[Collected data entries]
········

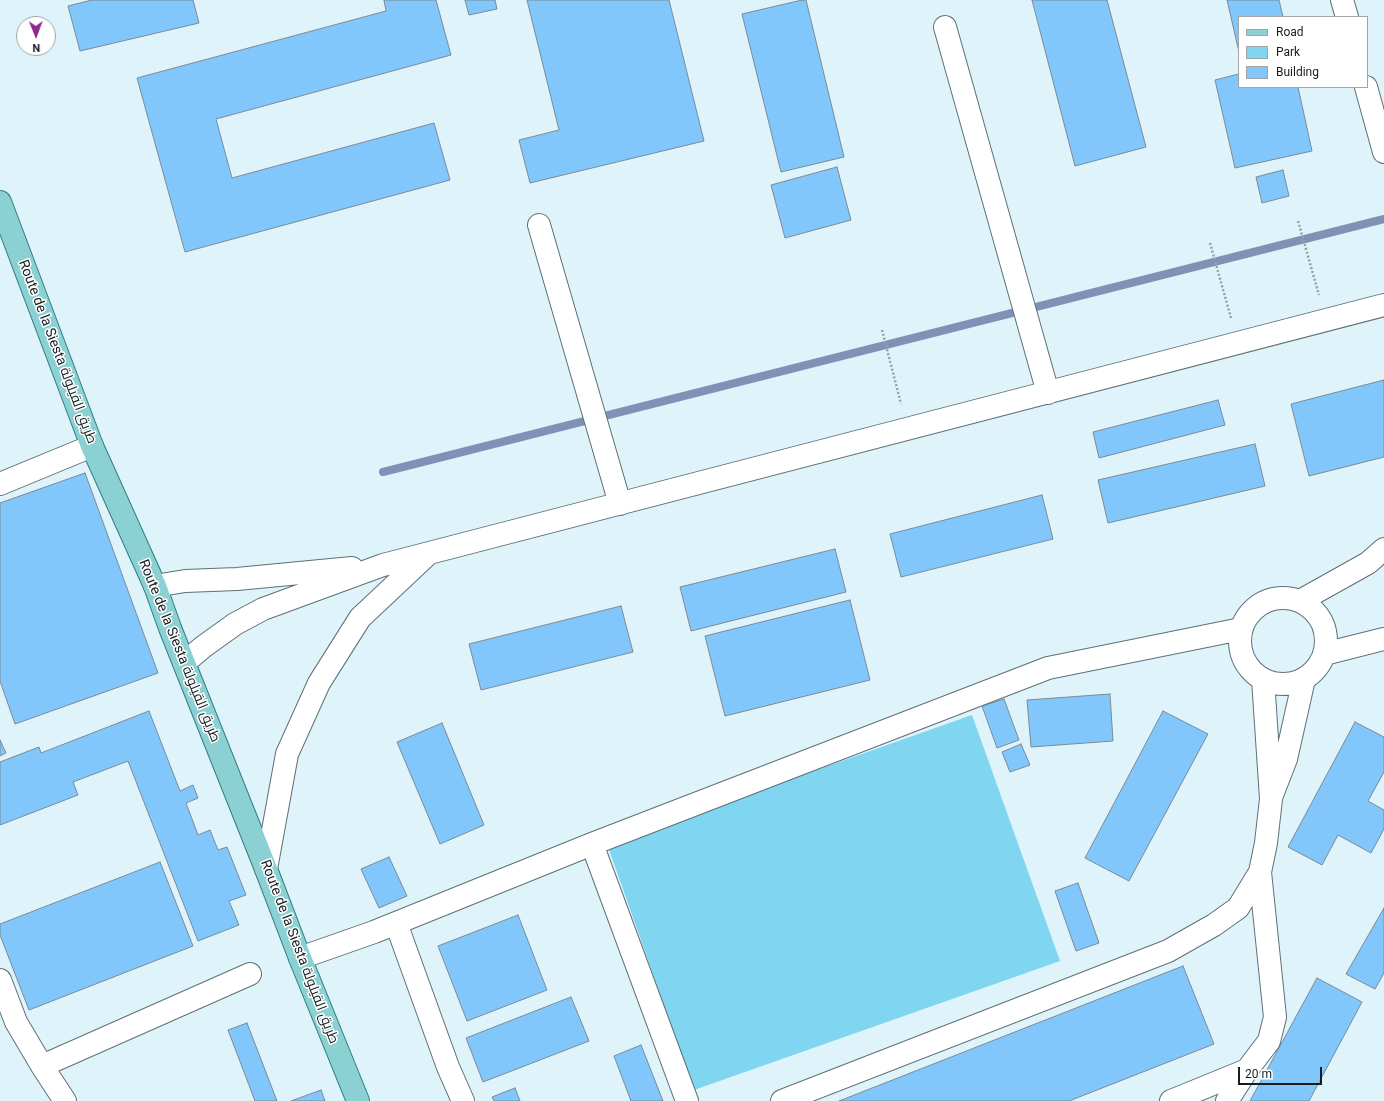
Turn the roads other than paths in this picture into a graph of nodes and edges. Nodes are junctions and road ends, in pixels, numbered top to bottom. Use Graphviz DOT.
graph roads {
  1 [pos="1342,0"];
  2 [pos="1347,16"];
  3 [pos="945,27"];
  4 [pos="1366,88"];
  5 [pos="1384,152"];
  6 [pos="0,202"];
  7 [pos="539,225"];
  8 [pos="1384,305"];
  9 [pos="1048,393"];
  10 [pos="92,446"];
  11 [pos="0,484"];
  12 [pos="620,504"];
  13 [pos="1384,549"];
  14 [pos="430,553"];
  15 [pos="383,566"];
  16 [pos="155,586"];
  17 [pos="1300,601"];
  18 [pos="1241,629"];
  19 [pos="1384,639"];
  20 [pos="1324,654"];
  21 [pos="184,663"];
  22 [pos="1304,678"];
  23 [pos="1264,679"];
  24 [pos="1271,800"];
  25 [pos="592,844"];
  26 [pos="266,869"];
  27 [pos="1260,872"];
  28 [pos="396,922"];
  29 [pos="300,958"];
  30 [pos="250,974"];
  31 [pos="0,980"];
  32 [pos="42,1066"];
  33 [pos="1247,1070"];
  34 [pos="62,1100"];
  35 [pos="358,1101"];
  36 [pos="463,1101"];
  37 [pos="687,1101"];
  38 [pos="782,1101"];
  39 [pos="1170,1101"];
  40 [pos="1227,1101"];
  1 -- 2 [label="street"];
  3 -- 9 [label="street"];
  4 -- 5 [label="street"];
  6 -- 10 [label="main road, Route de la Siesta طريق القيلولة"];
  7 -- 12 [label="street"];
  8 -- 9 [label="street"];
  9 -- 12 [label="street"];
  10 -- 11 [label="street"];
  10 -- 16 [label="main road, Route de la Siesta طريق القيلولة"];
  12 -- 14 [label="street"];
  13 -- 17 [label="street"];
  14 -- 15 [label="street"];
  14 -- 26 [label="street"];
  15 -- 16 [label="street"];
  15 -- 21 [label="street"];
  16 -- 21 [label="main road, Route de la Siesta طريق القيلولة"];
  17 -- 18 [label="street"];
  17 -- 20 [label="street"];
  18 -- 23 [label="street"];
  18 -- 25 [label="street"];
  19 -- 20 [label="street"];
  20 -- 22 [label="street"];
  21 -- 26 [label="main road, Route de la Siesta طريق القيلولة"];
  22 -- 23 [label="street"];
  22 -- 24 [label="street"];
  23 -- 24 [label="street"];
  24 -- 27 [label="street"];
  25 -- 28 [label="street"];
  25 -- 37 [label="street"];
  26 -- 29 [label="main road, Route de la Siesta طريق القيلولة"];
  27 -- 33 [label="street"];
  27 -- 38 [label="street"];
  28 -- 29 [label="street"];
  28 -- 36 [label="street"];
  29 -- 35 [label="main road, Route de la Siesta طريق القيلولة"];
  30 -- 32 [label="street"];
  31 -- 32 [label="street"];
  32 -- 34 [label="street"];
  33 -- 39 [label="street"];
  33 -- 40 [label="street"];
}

········

* _What you need to do_
Please give the number of lines in the data above that hold "طريق", and write nothing else.

* _Answer_
6